The distributed open source SQL database for machine data
What is CrateDB?
CrateDB is a distributed SQL database built on top of a NoSQL foundation. It combines the familiarity of SQL with the scalability and data flexibility of NoSQL, enabling developers to:
- Use SQL to process any type of data, structured or unstructured
- Perform SQL queries at realtime speed, even JOINs and aggregates
- Scale simply
Customers often use CrateDB to store and query machine data. This is because CrateDB makes it easy and economical to handle the velocity, volume, and diversity of machine and log data. In fact, customers have reported CrateDB ingesting millions of data points per second, while also querying terabytes of data in real-time… 20x faster than their previous database and on 75% less database hardware.
Growing a database should be easy, and it is with CrateDB. Automatic data rebalancing and a shared-nothing architecture enable you to scale simply. Just add new machines to create and grow a CrateDB cluster. There’s no need to know how to redistribute data on the cluster because CrateDB does it for you.
Distributed SQL queries,
aggregations, and search
CrateDB’s distributed SQL query engine features columnar field caches, and a more modern query planner. These give CrateDB the unique ability to perform aggregations, JOINs, sub-selects, and ad-hoc queries at in-memory speed. CrateDB also integrates native, full-text search features, which enable you to store and query structured or unstructured data together. Therefore, you no longer have to use separate SQL and Search databases to manage tabular and non-tabular data.
Even if things go wrong in your data center, CrateDB keeps running. Automatic replication of data across your cluster and rolling software updates help ensure hardware failures and scheduled maintenance do not interrupt access to data. In addition, CrateDB clusters are self healing, so when nodes are added to the cluster, CrateDB automatically loads them with data.
Real-time data ingestion
Analytic data is often loaded in batches, with transactional locks and other overhead. By contrast, CrateDB eliminates locking overhead to enable massive write performance (e.g. 40.000+ inserts per second per node on commodity hardware). Furthermore, CrateDB can deliver millisecond-speed query performance, even when writes are in action.
Any data and BLOBs
CrateDB supports both relational data, as well as nested JSON-documents. All nested JSON attributes can be included in any SQL command. In addition, CrateDB provides BLOB storage so you can store and retrieve BLOBs like pictures, videos, or large unstructured files – providing a fully distributed cluster solution for BLOB storage.
Time series analysis
Time series data is important for identifying trends and anomalies. CrateDB makes time series analysis fast and easy with automatic table partitions, which are like virtual tables that can be queried, moved or deleted. Partitioning data by time intervals delivers very fast time series query performance.

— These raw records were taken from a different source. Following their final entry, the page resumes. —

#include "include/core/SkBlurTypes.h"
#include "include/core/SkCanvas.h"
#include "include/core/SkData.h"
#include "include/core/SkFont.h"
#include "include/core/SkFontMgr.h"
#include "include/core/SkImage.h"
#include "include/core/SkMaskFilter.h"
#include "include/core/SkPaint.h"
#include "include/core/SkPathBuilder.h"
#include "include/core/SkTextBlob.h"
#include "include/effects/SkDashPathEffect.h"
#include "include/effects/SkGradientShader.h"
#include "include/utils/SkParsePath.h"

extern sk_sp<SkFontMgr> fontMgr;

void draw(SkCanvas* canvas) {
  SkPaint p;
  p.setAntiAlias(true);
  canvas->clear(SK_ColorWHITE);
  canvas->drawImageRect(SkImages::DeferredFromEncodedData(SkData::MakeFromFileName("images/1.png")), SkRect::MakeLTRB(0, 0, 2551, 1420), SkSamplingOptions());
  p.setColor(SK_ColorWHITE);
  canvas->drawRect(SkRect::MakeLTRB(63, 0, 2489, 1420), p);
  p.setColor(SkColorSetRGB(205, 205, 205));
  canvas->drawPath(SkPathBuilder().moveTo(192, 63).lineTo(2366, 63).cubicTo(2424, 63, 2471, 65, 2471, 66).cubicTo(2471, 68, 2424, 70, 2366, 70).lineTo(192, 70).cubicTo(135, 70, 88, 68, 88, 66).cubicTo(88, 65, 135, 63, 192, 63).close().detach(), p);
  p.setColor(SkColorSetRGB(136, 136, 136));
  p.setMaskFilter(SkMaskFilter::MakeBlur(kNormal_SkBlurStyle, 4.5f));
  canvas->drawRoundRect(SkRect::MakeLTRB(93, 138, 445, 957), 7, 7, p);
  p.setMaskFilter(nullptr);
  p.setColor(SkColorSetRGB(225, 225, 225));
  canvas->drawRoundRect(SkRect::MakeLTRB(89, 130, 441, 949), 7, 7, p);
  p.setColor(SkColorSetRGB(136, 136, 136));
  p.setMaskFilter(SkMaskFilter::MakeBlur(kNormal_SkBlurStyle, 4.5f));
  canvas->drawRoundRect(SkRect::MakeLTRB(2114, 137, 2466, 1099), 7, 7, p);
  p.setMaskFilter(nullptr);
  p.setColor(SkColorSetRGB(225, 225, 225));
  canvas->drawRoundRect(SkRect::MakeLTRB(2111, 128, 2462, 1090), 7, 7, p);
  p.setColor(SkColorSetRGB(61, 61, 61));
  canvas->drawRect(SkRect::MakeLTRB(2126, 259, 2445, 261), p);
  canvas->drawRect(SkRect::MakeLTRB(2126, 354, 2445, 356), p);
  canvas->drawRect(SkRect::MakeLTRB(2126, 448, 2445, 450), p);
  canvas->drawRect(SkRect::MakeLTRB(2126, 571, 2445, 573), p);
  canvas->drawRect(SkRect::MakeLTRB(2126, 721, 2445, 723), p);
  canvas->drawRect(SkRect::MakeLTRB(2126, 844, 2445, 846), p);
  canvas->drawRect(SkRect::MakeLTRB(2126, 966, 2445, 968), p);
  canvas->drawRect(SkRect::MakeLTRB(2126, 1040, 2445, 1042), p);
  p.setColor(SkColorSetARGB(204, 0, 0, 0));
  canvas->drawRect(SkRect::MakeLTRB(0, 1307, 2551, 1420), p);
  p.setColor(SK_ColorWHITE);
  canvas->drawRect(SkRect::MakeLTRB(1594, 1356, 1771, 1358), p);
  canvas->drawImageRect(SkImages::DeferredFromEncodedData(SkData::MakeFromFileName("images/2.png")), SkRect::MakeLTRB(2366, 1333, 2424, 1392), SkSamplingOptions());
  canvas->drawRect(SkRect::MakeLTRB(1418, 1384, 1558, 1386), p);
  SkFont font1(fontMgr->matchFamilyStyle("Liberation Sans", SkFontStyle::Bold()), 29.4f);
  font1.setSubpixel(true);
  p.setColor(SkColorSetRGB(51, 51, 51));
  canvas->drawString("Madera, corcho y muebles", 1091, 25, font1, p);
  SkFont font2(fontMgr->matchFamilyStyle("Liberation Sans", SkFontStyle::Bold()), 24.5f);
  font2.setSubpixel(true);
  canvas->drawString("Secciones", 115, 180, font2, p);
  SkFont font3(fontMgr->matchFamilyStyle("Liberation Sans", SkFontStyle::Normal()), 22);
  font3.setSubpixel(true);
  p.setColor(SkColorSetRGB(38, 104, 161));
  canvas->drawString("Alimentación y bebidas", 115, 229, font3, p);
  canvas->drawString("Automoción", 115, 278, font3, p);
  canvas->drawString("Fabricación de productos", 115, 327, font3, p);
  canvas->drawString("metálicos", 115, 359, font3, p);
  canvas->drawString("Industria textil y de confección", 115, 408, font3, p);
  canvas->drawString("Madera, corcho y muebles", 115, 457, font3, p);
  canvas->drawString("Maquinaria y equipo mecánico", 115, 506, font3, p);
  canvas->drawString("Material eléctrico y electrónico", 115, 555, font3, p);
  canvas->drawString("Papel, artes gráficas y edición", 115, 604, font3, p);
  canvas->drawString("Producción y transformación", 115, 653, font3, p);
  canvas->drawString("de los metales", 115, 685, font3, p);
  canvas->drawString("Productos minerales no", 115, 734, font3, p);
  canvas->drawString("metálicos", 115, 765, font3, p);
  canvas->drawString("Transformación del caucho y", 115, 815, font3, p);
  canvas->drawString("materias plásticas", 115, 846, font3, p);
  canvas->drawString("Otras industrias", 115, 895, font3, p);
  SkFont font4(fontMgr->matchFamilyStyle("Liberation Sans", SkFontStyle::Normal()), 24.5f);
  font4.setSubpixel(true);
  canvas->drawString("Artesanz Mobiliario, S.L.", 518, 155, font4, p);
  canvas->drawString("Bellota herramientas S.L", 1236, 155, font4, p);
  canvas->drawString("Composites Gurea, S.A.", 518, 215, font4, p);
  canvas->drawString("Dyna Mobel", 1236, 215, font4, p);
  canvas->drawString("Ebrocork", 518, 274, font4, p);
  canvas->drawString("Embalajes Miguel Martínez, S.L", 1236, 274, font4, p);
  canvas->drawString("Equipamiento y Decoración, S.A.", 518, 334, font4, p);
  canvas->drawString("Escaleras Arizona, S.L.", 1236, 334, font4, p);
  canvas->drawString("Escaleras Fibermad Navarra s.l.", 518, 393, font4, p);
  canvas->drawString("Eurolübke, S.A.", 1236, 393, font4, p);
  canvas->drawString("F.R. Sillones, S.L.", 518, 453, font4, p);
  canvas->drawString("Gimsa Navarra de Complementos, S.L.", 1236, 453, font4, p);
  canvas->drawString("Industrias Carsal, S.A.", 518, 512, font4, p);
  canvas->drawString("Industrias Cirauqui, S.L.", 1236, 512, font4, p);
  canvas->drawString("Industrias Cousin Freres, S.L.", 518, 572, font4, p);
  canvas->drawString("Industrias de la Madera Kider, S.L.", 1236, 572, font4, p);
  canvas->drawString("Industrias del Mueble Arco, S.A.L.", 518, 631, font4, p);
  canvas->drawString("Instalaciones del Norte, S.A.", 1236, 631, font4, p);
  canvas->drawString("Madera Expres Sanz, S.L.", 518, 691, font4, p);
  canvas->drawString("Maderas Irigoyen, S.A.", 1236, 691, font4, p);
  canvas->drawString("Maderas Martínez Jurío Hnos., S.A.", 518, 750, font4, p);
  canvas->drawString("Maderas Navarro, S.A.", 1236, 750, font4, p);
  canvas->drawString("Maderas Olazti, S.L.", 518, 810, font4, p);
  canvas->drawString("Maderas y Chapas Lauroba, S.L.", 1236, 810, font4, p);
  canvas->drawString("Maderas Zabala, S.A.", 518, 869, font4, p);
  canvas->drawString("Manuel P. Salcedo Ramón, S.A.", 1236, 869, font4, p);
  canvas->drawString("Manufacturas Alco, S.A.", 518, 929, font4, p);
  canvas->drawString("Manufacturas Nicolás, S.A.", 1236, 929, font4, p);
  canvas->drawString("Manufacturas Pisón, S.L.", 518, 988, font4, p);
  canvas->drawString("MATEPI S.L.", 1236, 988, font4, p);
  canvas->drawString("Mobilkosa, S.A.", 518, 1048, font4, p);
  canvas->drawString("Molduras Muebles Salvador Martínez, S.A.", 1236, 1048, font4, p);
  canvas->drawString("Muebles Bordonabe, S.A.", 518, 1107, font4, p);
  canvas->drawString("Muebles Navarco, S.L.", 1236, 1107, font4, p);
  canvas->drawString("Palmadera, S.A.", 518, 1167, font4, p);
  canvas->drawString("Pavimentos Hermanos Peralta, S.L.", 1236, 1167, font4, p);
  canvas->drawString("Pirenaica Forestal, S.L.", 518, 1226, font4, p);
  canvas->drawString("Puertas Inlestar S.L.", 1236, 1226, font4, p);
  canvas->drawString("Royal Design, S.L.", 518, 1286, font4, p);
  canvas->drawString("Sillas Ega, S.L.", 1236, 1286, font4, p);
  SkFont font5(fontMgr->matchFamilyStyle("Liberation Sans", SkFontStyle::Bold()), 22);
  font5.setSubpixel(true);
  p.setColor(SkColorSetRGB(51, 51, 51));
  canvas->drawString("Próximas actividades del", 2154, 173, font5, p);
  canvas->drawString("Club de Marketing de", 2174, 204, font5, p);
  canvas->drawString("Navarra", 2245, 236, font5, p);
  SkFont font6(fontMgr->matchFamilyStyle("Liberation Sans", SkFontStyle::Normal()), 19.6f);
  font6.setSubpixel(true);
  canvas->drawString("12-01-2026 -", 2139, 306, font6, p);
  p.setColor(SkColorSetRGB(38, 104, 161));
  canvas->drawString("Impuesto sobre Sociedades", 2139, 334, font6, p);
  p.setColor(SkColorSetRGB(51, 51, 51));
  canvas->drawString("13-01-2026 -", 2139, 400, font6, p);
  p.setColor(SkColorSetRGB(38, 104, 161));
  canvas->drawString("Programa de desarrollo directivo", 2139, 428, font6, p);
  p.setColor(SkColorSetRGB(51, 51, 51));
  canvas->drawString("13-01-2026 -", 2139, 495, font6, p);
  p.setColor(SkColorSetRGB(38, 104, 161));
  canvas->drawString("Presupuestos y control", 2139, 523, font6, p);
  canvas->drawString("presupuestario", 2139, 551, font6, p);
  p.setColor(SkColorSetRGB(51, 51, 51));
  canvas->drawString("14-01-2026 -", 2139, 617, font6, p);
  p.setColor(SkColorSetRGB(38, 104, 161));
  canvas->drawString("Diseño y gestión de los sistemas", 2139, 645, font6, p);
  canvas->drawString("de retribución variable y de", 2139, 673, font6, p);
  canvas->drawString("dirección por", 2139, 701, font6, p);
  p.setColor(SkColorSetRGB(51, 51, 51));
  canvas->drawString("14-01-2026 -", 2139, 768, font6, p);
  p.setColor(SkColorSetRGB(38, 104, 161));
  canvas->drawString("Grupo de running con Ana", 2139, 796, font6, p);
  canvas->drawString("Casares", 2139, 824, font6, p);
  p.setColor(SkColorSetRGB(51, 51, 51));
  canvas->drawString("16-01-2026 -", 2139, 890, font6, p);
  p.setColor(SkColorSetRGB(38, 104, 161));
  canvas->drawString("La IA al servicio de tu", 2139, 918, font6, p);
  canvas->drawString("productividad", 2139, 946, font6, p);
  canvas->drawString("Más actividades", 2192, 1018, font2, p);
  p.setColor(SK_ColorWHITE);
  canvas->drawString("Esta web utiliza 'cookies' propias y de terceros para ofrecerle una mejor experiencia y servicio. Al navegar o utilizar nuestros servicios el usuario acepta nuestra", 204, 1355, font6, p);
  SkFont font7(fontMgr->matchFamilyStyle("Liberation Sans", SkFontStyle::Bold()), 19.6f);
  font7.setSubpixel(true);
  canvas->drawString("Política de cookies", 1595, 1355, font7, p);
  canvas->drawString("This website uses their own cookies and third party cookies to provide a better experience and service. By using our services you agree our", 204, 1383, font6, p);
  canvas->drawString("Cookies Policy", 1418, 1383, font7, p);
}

Location is important for many machine data analyses. For this reason, CrateDB can store and query geographical information using the geo_point and geo_shape types. You can control geographic index precision and resolution for faster query results, and also run exact queries with scalar functions like intersects, within, and distance.

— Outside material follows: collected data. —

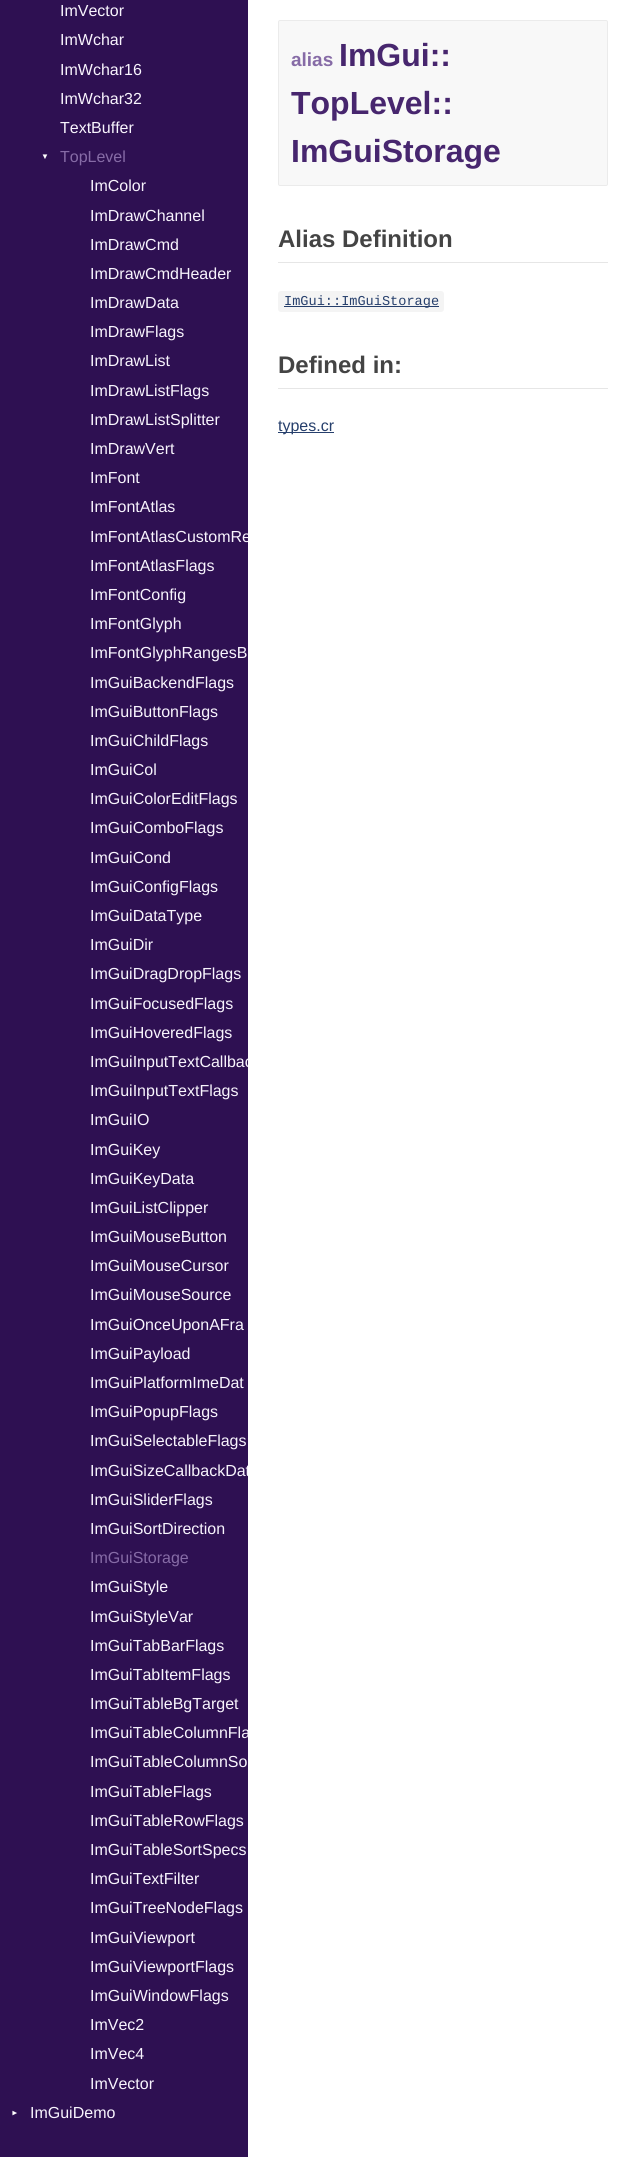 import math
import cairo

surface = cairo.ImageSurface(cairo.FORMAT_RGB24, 638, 2157)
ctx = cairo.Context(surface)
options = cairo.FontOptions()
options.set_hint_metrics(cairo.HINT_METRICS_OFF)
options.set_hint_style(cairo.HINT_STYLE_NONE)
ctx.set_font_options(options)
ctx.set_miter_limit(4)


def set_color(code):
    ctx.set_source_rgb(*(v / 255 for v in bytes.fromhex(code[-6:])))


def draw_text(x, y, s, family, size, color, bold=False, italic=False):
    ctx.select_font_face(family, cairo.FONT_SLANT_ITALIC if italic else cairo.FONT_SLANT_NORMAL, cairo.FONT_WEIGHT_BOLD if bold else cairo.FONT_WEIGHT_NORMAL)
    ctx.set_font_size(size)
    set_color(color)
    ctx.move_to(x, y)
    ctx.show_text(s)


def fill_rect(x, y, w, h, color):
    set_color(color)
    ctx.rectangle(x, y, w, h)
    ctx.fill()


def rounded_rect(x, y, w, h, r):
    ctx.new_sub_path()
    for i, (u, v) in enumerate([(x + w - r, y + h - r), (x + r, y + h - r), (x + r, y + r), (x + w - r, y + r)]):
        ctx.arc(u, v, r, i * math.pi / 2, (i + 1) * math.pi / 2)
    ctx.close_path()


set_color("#ffffff")
ctx.paint()
fill_rect(0, 0, 248, 2157, "#2e1052")
draw_text(60, 16, "ImVector", "Liberation Sans", 16, "#f8f4fd")
draw_text(60, 45, "ImWchar", "Liberation Sans", 16, "#f8f4fd")
draw_text(60, 75, "ImWchar16", "Liberation Sans", 16, "#f8f4fd")
draw_text(60, 104, "ImWchar32", "Liberation Sans", 16, "#f8f4fd")
draw_text(60, 133, "TextBuffer", "Liberation Sans", 16, "#f8f4fd")
draw_text(41, 159, "▼", "Liberation Sans", 8, "#ffffff")
draw_text(60, 162, "TopLevel", "Liberation Sans", 16, "#866ba6")
draw_text(90, 191, "ImColor", "Liberation Sans", 16, "#f8f4fd")
draw_text(90, 221, "ImDrawChannel", "Liberation Sans", 16, "#f8f4fd")
draw_text(90, 250, "ImDrawCmd", "Liberation Sans", 16, "#f8f4fd")
draw_text(90, 279, "ImDrawCmdHeader", "Liberation Sans", 16, "#f8f4fd")
draw_text(90, 308, "ImDrawData", "Liberation Sans", 16, "#f8f4fd")
draw_text(90, 337, "ImDrawFlags", "Liberation Sans", 16, "#f8f4fd")
draw_text(90, 366, "ImDrawList", "Liberation Sans", 16, "#f8f4fd")
draw_text(90, 396, "ImDrawListFlags", "Liberation Sans", 16, "#f8f4fd")
draw_text(90, 425, "ImDrawListSplitter", "Liberation Sans", 16, "#f8f4fd")
draw_text(90, 454, "ImDrawVert", "Liberation Sans", 16, "#f8f4fd")
draw_text(90, 483, "ImFont", "Liberation Sans", 16, "#f8f4fd")
draw_text(90, 512, "ImFontAtlas", "Liberation Sans", 16, "#f8f4fd")
ctx.save()
ctx.rectangle(60, 171, 188, 1927)
ctx.clip()
draw_text(90, 542, "ImFontAtlasCustomRe", "Liberation Sans", 16, "#f8f4fd")
ctx.restore()
draw_text(90, 571, "ImFontAtlasFlags", "Liberation Sans", 16, "#f8f4fd")
draw_text(90, 600, "ImFontConfig", "Liberation Sans", 16, "#f8f4fd")
draw_text(90, 629, "ImFontGlyph", "Liberation Sans", 16, "#f8f4fd")
draw_text(90, 658, "ImFontGlyphRangesB", "Liberation Sans", 16, "#f8f4fd")
draw_text(90, 688, "ImGuiBackendFlags", "Liberation Sans", 16, "#f8f4fd")
draw_text(90, 717, "ImGuiButtonFlags", "Liberation Sans", 16, "#f8f4fd")
draw_text(90, 746, "ImGuiChildFlags", "Liberation Sans", 16, "#f8f4fd")
draw_text(90, 775, "ImGuiCol", "Liberation Sans", 16, "#f8f4fd")
draw_text(90, 804, "ImGuiColorEditFlags", "Liberation Sans", 16, "#f8f4fd")
draw_text(90, 833, "ImGuiComboFlags", "Liberation Sans", 16, "#f8f4fd")
draw_text(90, 863, "ImGuiCond", "Liberation Sans", 16, "#f8f4fd")
draw_text(90, 892, "ImGuiConfigFlags", "Liberation Sans", 16, "#f8f4fd")
draw_text(90, 921, "ImGuiDataType", "Liberation Sans", 16, "#f8f4fd")
draw_text(90, 950, "ImGuiDir", "Liberation Sans", 16, "#f8f4fd")
draw_text(90, 979, "ImGuiDragDropFlags", "Liberation Sans", 16, "#f8f4fd")
draw_text(90, 1009, "ImGuiFocusedFlags", "Liberation Sans", 16, "#f8f4fd")
draw_text(90, 1038, "ImGuiHoveredFlags", "Liberation Sans", 16, "#f8f4fd")
ctx.save()
ctx.rectangle(60, 171, 188, 1927)
ctx.clip()
draw_text(90, 1067, "ImGuiInputTextCallbac", "Liberation Sans", 16, "#f8f4fd")
ctx.restore()
draw_text(90, 1096, "ImGuiInputTextFlags", "Liberation Sans", 16, "#f8f4fd")
draw_text(90, 1125, "ImGuiIO", "Liberation Sans", 16, "#f8f4fd")
draw_text(90, 1155, "ImGuiKey", "Liberation Sans", 16, "#f8f4fd")
draw_text(90, 1184, "ImGuiKeyData", "Liberation Sans", 16, "#f8f4fd")
draw_text(90, 1213, "ImGuiListClipper", "Liberation Sans", 16, "#f8f4fd")
draw_text(90, 1242, "ImGuiMouseButton", "Liberation Sans", 16, "#f8f4fd")
draw_text(90, 1271, "ImGuiMouseCursor", "Liberation Sans", 16, "#f8f4fd")
draw_text(90, 1300, "ImGuiMouseSource", "Liberation Sans", 16, "#f8f4fd")
draw_text(90, 1330, "ImGuiOnceUponAFra", "Liberation Sans", 16, "#f8f4fd")
draw_text(90, 1359, "ImGuiPayload", "Liberation Sans", 16, "#f8f4fd")
draw_text(90, 1388, "ImGuiPlatformImeDat", "Liberation Sans", 16, "#f8f4fd")
draw_text(90, 1417, "ImGuiPopupFlags", "Liberation Sans", 16, "#f8f4fd")
draw_text(90, 1446, "ImGuiSelectableFlags", "Liberation Sans", 16, "#f8f4fd")
ctx.save()
ctx.rectangle(60, 171, 188, 1927)
ctx.clip()
draw_text(90, 1476, "ImGuiSizeCallbackDat", "Liberation Sans", 16, "#f8f4fd")
ctx.restore()
draw_text(90, 1505, "ImGuiSliderFlags", "Liberation Sans", 16, "#f8f4fd")
draw_text(90, 1534, "ImGuiSortDirection", "Liberation Sans", 16, "#f8f4fd")
draw_text(90, 1563, "ImGuiStorage", "Liberation Sans", 16, "#866ba6")
draw_text(90, 1592, "ImGuiStyle", "Liberation Sans", 16, "#f8f4fd")
draw_text(90, 1622, "ImGuiStyleVar", "Liberation Sans", 16, "#f8f4fd")
draw_text(90, 1651, "ImGuiTabBarFlags", "Liberation Sans", 16, "#f8f4fd")
draw_text(90, 1680, "ImGuiTabItemFlags", "Liberation Sans", 16, "#f8f4fd")
draw_text(90, 1709, "ImGuiTableBgTarget", "Liberation Sans", 16, "#f8f4fd")
ctx.save()
ctx.rectangle(60, 171, 188, 1927)
ctx.clip()
draw_text(90, 1738, "ImGuiTableColumnFla", "Liberation Sans", 16, "#f8f4fd")
ctx.restore()
draw_text(90, 1767, "ImGuiTableColumnSo", "Liberation Sans", 16, "#f8f4fd")
draw_text(90, 1797, "ImGuiTableFlags", "Liberation Sans", 16, "#f8f4fd")
draw_text(90, 1826, "ImGuiTableRowFlags", "Liberation Sans", 16, "#f8f4fd")
draw_text(90, 1855, "ImGuiTableSortSpecs", "Liberation Sans", 16, "#f8f4fd")
draw_text(90, 1884, "ImGuiTextFilter", "Liberation Sans", 16, "#f8f4fd")
draw_text(90, 1913, "ImGuiTreeNodeFlags", "Liberation Sans", 16, "#f8f4fd")
draw_text(90, 1943, "ImGuiViewport", "Liberation Sans", 16, "#f8f4fd")
draw_text(90, 1972, "ImGuiViewportFlags", "Liberation Sans", 16, "#f8f4fd")
draw_text(90, 2001, "ImGuiWindowFlags", "Liberation Sans", 16, "#f8f4fd")
draw_text(90, 2030, "ImVec2", "Liberation Sans", 16, "#f8f4fd")
draw_text(90, 2059, "ImVec4", "Liberation Sans", 16, "#f8f4fd")
draw_text(90, 2089, "ImVector", "Liberation Sans", 16, "#f8f4fd")
ctx.save()
ctx.translate(17, 2117)
ctx.rotate(-90 * math.pi / 180)
draw_text(0, 0, "▼", "Liberation Sans", 8, "#ffffff")
ctx.restore()
draw_text(30, 2118, "ImGuiDemo", "Liberation Sans", 16, "#f8f4fd")
set_color("#f8f8f8")
rounded_rect(278.5, 20.5, 329, 165, 1.5)
ctx.fill_preserve()
set_color("#ebebeb")
ctx.set_line_width(1)
ctx.stroke()
draw_text(291, 66, "alias", "Liberation Sans", 19, "#866ba6", bold=True)
draw_text(339, 66, "ImGui::", "Liberation Sans", 32, "#47266e", bold=True)
draw_text(291, 114, "TopLevel::", "Liberation Sans", 32, "#47266e", bold=True)
draw_text(291, 162, "ImGuiStorage", "Liberation Sans", 32, "#47266e", bold=True)
fill_rect(278, 262, 330, 1, "#e6e6e6")
draw_text(278, 247, "Alias Definition", "Liberation Sans", 24, "#444444", bold=True)
set_color("#f4f4f4")
rounded_rect(278, 291, 166, 21, 3)
ctx.fill()
fill_rect(284, 306, 155, 1, "#263f6c")
draw_text(284, 305, "ImGui::ImGuiStorage", "Liberation Mono", 13.6, "#263f6c")
fill_rect(278, 388, 330, 1, "#e6e6e6")
draw_text(278, 373, "Defined in:", "Liberation Sans", 24, "#444444", bold=True)
fill_rect(278, 432, 56, 1, "#263f6c")
draw_text(278, 431, "types.cr", "Liberation Sans", 16, "#263f6c")
surface.write_to_png("output.png")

Unlike many other SQL databases, CrateDB schemas are totally flexible. You can add columns anytime without slowing performance or downtime. This is great for agile development and fast deployment.
CrateDB is eventually consistent, but offers transactional semantics. CrateDB is consistent at the row level, so each row is either fully written or not. By offering read-after-write consistency we allow synchronous real-time access to single records, immediately after they are written.
Even though CrateDB does not support ACID transactions with rollbacks etc, it offers Optimistic Concurrency Control by providing an internal versioning, that allows detection and resolution of write conflicts.
CrateDB can save incremental snapshots of your database to storage. Snapshots contain the state of the tables in a CrateDB cluster at the time the snapshot was created, and can be restored into the cluster anytime.
Openness and flexibility
• Run CrateDB anywhere, in your data center or in the cloud
• Connect to CrateDB from most any language, SQL application or SQL BI tool
• Extend CrateDB functionality by writing your own plug ins
• Deploy CrateDB as a container on Docker, Kubernetes, or others
• Use CrateDB for free, under the Apache 2.0 open source license.
Where can you run CrateDB?
CrateDB is available in the cloud, at the edge, and on-premise to fit everyone's needs.
When is CrateDB a
good choice for you?
Enterprises and startups often use CrateDB to power real-time machine data monitoring and analytics dashboards. However, CrateDB is a good choice for any application if you require:
A horizontally scalable, relational SQL database with integrated search
The economics and ease of an open source SQL database
Fast search, aggregations, or ad-hoc queries
You need to query data in real time while writing data simultaneously
You have huge amounts of data (hundreds of terabytes)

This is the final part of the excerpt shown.